Tabi bütün bu icraatlar, bu işleri yapmak için niyetli icraatkar bir yönetim tarafından ele alınabilir, böyle koy mazota vergiyi, gübre kullanacakken gübrecisi %30 %50 zam yapsın, üretici geçim derdine düşerek ne varsa eksin biçsin üretsin ama para kazanamasın, ondan sonra dünyada üretim artıran ülke olalım, tarımda dünya 7. si olalım hiç bir şekilde üreticiye ve tarım sektörüne faydası olmasın, hatta kargaşa olsun.
Kimsenin istediği bir modelde değil şu anda tarım sektörü, hayvancılığından tutun her türlü tarım ürünü üretenin bir tek derdine derman olacak tarımsal politika izlenmemekte, gelişmş ülkelere bakın bu o kadar zengin oldukları halde kesinlikle boşvermez, hatta en çok tarımsal politikalarına önem verirler, az gelişmiş geri kalmış ülkelerin ortak sorunu hiçbir şekilde tarımsal politika üretememektir, tıpkı bizim gibi.
Bunları söyleyince kötü oluyoruz, doğruyu söyleyeni dokuz köyden kovarlar, olsun kovsunlar ben yinede yazacağım, tamam ucuz et ucuz ekmek ucuz meyve sebzeyi halkına sağla, insanına sağlaki sağlıklı bir toplumun ihtiyaçları karşılansın, sıkıntı olmasın, fakat bunu hiçbir tarım politikası üretmeden yapmaya kalkarsanız, bu işin sonunda sürekli batan çıkanı bir kenara bırakın, bir arpa boyu yol katedemeyen önemli bir sektörü o toplumun kölesi haline getirmiş olursunuz.
Tamam vatandaş umutla ekiyor biçiyorda, kardeşim bunu ekin diyen yok biçin diyen yok, haa var tabiii tavsye ilen ek diyor, tıpkı bu yıl yağlık açığı var ekin dedikleri gibi, ama gel gelelim almaya gelince tavsiye edenlerin hiçbiri ortada yok, neden? çünkü sözleşme yapmamışki üreticiyle, üretici bi gaz bu yıl bu üründen kazanacağım, olmadı seneye şunu ekeceğim desin dursun, ekin demişler alacağız sizde memnun kalacaksınız dememişler, haklılar kendi çaplarında.

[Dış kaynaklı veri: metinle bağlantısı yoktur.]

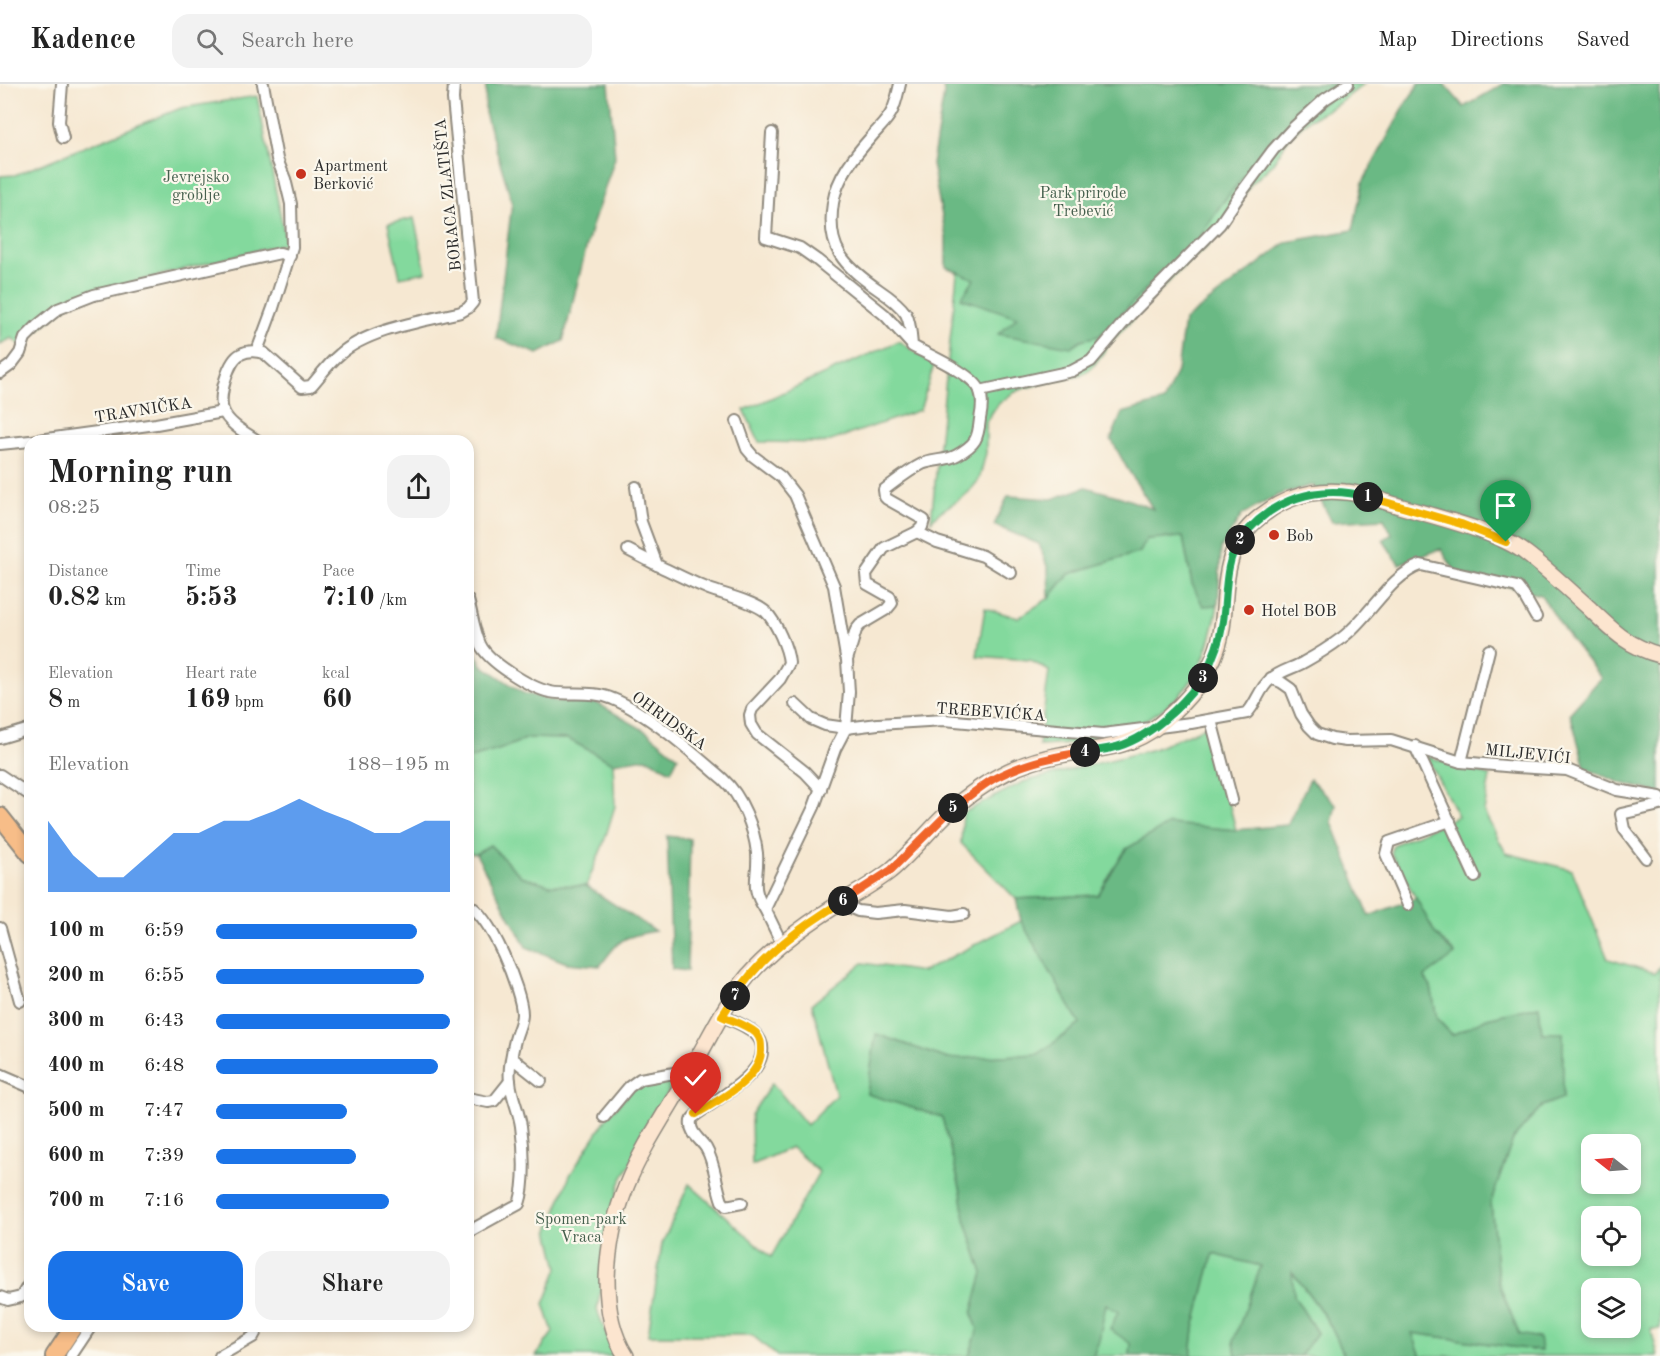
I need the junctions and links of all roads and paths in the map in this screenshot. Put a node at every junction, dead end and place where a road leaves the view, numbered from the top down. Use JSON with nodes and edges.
{"nodes":[{"id":1,"x":62,"y":84,"type":"edge"},
{"id":2,"x":263,"y":84,"type":"edge"},
{"id":3,"x":454,"y":84,"type":"edge"},
{"id":4,"x":900,"y":84,"type":"edge"},
{"id":5,"x":1348,"y":84,"type":"edge"},
{"id":6,"x":772,"y":133,"type":"dead end"},
{"id":7,"x":63,"y":138,"type":"dead end"},
{"id":8,"x":290,"y":256,"type":"junction"},
{"id":9,"x":912,"y":346,"type":"junction"},
{"id":10,"x":257,"y":351,"type":"junction"},
{"id":11,"x":0,"y":373,"type":"edge"},
{"id":12,"x":980,"y":391,"type":"junction"},
{"id":13,"x":223,"y":412,"type":"junction"},
{"id":14,"x":738,"y":421,"type":"dead end"},
{"id":15,"x":75,"y":435,"type":"edge"},
{"id":16,"x":249,"y":435,"type":"edge"},
{"id":17,"x":24,"y":442,"type":"edge"},
{"id":18,"x":0,"y":444,"type":"edge"},
{"id":19,"x":636,"y":487,"type":"dead end"},
{"id":20,"x":917,"y":532,"type":"junction"},
{"id":21,"x":628,"y":550,"type":"dead end"},
{"id":22,"x":657,"y":565,"type":"junction"},
{"id":23,"x":1011,"y":573,"type":"dead end"},
{"id":24,"x":1536,"y":617,"type":"dead end"},
{"id":25,"x":474,"y":623,"type":"edge"},
{"id":26,"x":1489,"y":650,"type":"dead end"},
{"id":27,"x":1660,"y":656,"type":"edge"},
{"id":28,"x":846,"y":660,"type":"junction"},
{"id":29,"x":1271,"y":678,"type":"junction"},
{"id":30,"x":795,"y":704,"type":"dead end"},
{"id":31,"x":1211,"y":720,"type":"junction"},
{"id":32,"x":846,"y":728,"type":"junction"},
{"id":33,"x":1155,"y":728,"type":"junction"},
{"id":34,"x":24,"y":731,"type":"edge"},
{"id":35,"x":0,"y":738,"type":"edge"},
{"id":36,"x":1415,"y":746,"type":"junction"},
{"id":37,"x":1461,"y":762,"type":"junction"},
{"id":38,"x":0,"y":775,"type":"edge"},
{"id":39,"x":821,"y":789,"type":"junction"},
{"id":40,"x":24,"y":791,"type":"edge"},
{"id":41,"x":1660,"y":797,"type":"edge"},
{"id":42,"x":1232,"y":800,"type":"dead end"},
{"id":43,"x":1660,"y":805,"type":"edge"},
{"id":44,"x":0,"y":816,"type":"edge"},
{"id":45,"x":1450,"y":821,"type":"junction"},
{"id":46,"x":24,"y":846,"type":"edge"},
{"id":47,"x":1646,"y":858,"type":"dead end"},
{"id":48,"x":1475,"y":877,"type":"dead end"},
{"id":49,"x":840,"y":903,"type":"junction"},
{"id":50,"x":1408,"y":905,"type":"dead end"},
{"id":51,"x":765,"y":909,"type":"junction"},
{"id":52,"x":474,"y":910,"type":"edge"},
{"id":53,"x":964,"y":914,"type":"dead end"},
{"id":54,"x":0,"y":928,"type":"edge"},
{"id":55,"x":783,"y":944,"type":"junction"},
{"id":56,"x":20,"y":1001,"type":"dead end"},
{"id":57,"x":722,"y":1016,"type":"junction"},
{"id":58,"x":512,"y":1058,"type":"junction"},
{"id":59,"x":691,"y":1070,"type":"junction"},
{"id":60,"x":0,"y":1074,"type":"edge"},
{"id":61,"x":510,"y":1081,"type":"junction"},
{"id":62,"x":542,"y":1081,"type":"dead end"},
{"id":63,"x":24,"y":1084,"type":"edge"},
{"id":64,"x":474,"y":1099,"type":"edge"},
{"id":65,"x":604,"y":1117,"type":"dead end"},
{"id":66,"x":742,"y":1203,"type":"dead end"},
{"id":67,"x":474,"y":1229,"type":"edge"},
{"id":68,"x":24,"y":1292,"type":"edge"},
{"id":69,"x":0,"y":1297,"type":"edge"},
{"id":70,"x":70,"y":1332,"type":"edge"},
{"id":71,"x":86,"y":1332,"type":"edge"},
{"id":72,"x":256,"y":1332,"type":"edge"},
{"id":73,"x":54,"y":1356,"type":"edge"},
{"id":74,"x":71,"y":1356,"type":"edge"},
{"id":75,"x":220,"y":1356,"type":"edge"},
{"id":76,"x":626,"y":1356,"type":"edge"}],
"edges":[{"from":1,"to":7,"type":"street"},
{"from":2,"to":8,"type":"street"},
{"from":3,"to":10,"type":"street","name":"BORACA ZLATIŠTA"},
{"from":4,"to":9,"type":"street"},
{"from":5,"to":12,"type":"street"},
{"from":6,"to":9,"type":"street"},
{"from":8,"to":10,"type":"street"},
{"from":8,"to":11,"type":"street"},
{"from":9,"to":12,"type":"street"},
{"from":10,"to":13,"type":"street"},
{"from":12,"to":20,"type":"street"},
{"from":13,"to":15,"type":"street","name":"TRAVNIČKA"},
{"from":13,"to":16,"type":"street"},
{"from":14,"to":28,"type":"street"},
{"from":17,"to":18,"type":"street","name":"TRAVNIČKA"},
{"from":19,"to":22,"type":"street"},
{"from":20,"to":23,"type":"street"},
{"from":20,"to":28,"type":"street"},
{"from":21,"to":22,"type":"street"},
{"from":22,"to":39,"type":"street"},
{"from":24,"to":29,"type":"street"},
{"from":25,"to":51,"type":"street","name":"OHRIDSKA"},
{"from":26,"to":37,"type":"street","name":"MILJEVIĆI"},
{"from":27,"to":33,"type":"main road"},
{"from":28,"to":32,"type":"street"},
{"from":29,"to":31,"type":"street","name":"TREBEVIĆKA"},
{"from":29,"to":36,"type":"street","name":"MILJEVIĆI"},
{"from":30,"to":32,"type":"street","name":"TREBEVIĆKA"},
{"from":31,"to":33,"type":"street","name":"TREBEVIĆKA"},
{"from":31,"to":42,"type":"street"},
{"from":32,"to":33,"type":"street","name":"TREBEVIĆKA"},
{"from":32,"to":39,"type":"street"},
{"from":33,"to":49,"type":"main road"},
{"from":34,"to":35,"type":"street"},
{"from":36,"to":37,"type":"street","name":"MILJEVIĆI"},
{"from":36,"to":45,"type":"street"},
{"from":37,"to":41,"type":"street","name":"MILJEVIĆI"},
{"from":38,"to":40,"type":"street"},
{"from":39,"to":51,"type":"street"},
{"from":43,"to":47,"type":"street"},
{"from":44,"to":46,"type":"main road"},
{"from":45,"to":48,"type":"street"},
{"from":45,"to":50,"type":"street"},
{"from":49,"to":53,"type":"street"},
{"from":49,"to":55,"type":"main road"},
{"from":51,"to":55,"type":"street","name":"OHRIDSKA"},
{"from":52,"to":58,"type":"street"},
{"from":54,"to":56,"type":"street"},
{"from":55,"to":57,"type":"main road"},
{"from":57,"to":59,"type":"main road"},
{"from":57,"to":66,"type":"street"},
{"from":58,"to":61,"type":"street"},
{"from":58,"to":62,"type":"street"},
{"from":59,"to":65,"type":"street"},
{"from":59,"to":76,"type":"main road"},
{"from":60,"to":63,"type":"street"},
{"from":61,"to":64,"type":"street"},
{"from":61,"to":67,"type":"street"},
{"from":68,"to":69,"type":"street"},
{"from":70,"to":73,"type":"main road"},
{"from":71,"to":74,"type":"street"},
{"from":72,"to":75,"type":"street"}]}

Peki sözleşme yapıcaz buna uygun altyapı yok, gerek ithalat gerkese ihracat yönünden bu sistemi destekleyen bir politika yok, o zaman vahşi kapitalizmin, sebest piyasa ekonomisin en yıkıcı tarfları ne derse o, maraba ne çalışırsa, toprakda milletin ortak malı ve ne verirse ona razı olucaz, evet bol verince ve yurtdışında fiyat düşük olunca mecburen fiyat istikrarını sağlamaya yönelik politika üretilmediğinden, seneye ya ekiliş azalacak yada patlayacak yetiştirlen ürünler, her yer para etmeyen ürünle dolacak, hem dışardan hem kendi toprağından bol bol tüccar fırsat bulacak para kazanacak işini yapacak.
Kimse kusura bakmasın ama bunun adı az gelişmişlik bile değil, bunun adı geri kalmışlıktır.
Ülkemizde hemen her üründe bir iki yılda bir yaşanan sorundur, yeterli tarım politikası üretememenin acizliğidir, yoksa ülkemiz yeterli üretim yapabilecek kapasitededir, ama planlı olursa bu kapasitenin faydası toplumun her kesimine olur, değilse yiyecek ucuz olsun gerisi beni ilgilendirmez anlayışıylan ancak üçüncü dünya ülkesi kulvarında yüzeriz, bakın Brezilya son 15-20 yılda, özelliklede son 10 yılda izlediği tarımsal politikalarla bugün bizim ulaşamayacağımız noktadadır.
Bu toprağın insanının hiçbir eksiği yokturki gerekli düzenlemeler onun içinde sağlanmasın, hakettiği düzeni sağlayamayan gerek devletin ilgili kurumları ve bu kurumlardaki maaşlarını her ay başında tıkır tıkır alan lafta proflar, gereksede yönetimler utansın, söyleyecek başka söz yok, çünkü ben bildim bileli bu toprağın insanı üretmeye yetiştirmeye vede ülke malını heba etmemeye dünyada eşine az rastlanır nitelikte cefakarlığı ile özen göstermektedir, bunun karşılığı düpedüz nankörlükle alınmaktadır, gerçekleri yazdık kızan kızsın sevmeyen sevmesin.